Pi reports 30k tokens and took about 10 minutes to produce this:

the app

You can judge the code for yourself: app.rb and views/index.erb

While this is a silly one-shot example (since it’s easier to share as opposed to running this against a “real” codebase of mine where I can’t post the code easily), again, the point of this post is you should test this yourself on your own code versus listening to me!

And there you have it, a “private” LLM for 20c/hour rented (or ~$1500 in hardware + electricity to run this in a trully locally-owned environment!).

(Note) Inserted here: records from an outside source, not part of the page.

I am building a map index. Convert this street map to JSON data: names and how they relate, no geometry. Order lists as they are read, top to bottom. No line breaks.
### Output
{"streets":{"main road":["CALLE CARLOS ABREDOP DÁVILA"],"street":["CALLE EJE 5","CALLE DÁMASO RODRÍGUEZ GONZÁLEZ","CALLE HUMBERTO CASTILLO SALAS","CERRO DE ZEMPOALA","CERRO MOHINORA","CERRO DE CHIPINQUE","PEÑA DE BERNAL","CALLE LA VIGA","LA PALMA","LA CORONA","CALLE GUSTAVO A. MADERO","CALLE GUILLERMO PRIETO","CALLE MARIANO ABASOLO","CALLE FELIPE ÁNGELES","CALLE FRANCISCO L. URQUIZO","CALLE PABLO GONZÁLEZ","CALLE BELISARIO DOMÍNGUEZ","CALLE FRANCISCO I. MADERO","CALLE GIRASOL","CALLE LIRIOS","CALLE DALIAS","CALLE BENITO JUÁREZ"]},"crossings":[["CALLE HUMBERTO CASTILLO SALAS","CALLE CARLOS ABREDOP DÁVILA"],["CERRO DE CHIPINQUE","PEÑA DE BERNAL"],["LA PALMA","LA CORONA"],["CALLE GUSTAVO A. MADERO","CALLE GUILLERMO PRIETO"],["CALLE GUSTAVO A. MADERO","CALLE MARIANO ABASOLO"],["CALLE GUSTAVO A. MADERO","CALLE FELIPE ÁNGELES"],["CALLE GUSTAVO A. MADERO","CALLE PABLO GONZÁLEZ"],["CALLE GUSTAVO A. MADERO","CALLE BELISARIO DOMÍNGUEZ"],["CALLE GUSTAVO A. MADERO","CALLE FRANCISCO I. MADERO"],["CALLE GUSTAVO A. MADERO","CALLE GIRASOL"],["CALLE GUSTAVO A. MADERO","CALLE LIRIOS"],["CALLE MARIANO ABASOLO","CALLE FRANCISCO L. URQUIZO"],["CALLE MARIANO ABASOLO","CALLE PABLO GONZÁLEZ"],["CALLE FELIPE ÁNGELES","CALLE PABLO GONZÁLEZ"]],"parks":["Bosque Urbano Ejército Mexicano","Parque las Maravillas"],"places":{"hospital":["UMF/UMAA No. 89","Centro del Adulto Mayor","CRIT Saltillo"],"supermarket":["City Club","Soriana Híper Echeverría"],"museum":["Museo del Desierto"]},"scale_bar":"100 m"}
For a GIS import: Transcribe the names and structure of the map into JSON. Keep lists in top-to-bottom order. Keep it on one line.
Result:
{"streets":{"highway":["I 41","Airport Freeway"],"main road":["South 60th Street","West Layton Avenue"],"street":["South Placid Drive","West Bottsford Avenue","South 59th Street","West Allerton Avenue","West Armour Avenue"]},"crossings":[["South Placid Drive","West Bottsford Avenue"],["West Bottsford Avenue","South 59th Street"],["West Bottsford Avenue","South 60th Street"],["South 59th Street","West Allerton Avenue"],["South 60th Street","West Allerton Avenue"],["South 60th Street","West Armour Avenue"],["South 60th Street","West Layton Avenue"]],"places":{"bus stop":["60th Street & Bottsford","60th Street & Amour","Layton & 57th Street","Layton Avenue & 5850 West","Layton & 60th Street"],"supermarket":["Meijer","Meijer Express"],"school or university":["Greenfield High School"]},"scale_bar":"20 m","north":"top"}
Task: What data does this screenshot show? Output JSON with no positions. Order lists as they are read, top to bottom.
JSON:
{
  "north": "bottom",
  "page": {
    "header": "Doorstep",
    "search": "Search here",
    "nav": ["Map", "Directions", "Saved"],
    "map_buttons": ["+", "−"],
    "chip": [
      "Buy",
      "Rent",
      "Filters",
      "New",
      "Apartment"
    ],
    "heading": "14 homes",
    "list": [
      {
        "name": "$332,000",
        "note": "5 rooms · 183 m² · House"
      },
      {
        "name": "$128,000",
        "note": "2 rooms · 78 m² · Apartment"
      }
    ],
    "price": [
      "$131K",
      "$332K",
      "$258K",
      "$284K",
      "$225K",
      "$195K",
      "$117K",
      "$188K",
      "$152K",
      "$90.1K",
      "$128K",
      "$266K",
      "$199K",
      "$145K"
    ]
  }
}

This exercise is worth doing in my opinion not only to play around with these models (which you could do via OpenRouter or various other providers if you were inclined, including OVH who now have Qwen 3.6 27B available with their general privacy guarantee), but because it’s simply magical to see a 21GB file pack this much knowledge and capability.

It reminds me of the first time (geez, 25 years ago) editing some PHP files and seeing it “appear” in the browser and being astounded such a thing could exist. It is hard to wrap your head around how a binary blob of few tens of gigs can contain all these facts, all this knowledge, and produce functional code.

And while some of that awe exists with the mainstream LLM providers, something about running it locally and seeing it actually work (maybe even confirming it isn’t just a human typing really fast on the other end ;) ) is simultaneously demystifying and unbelievable.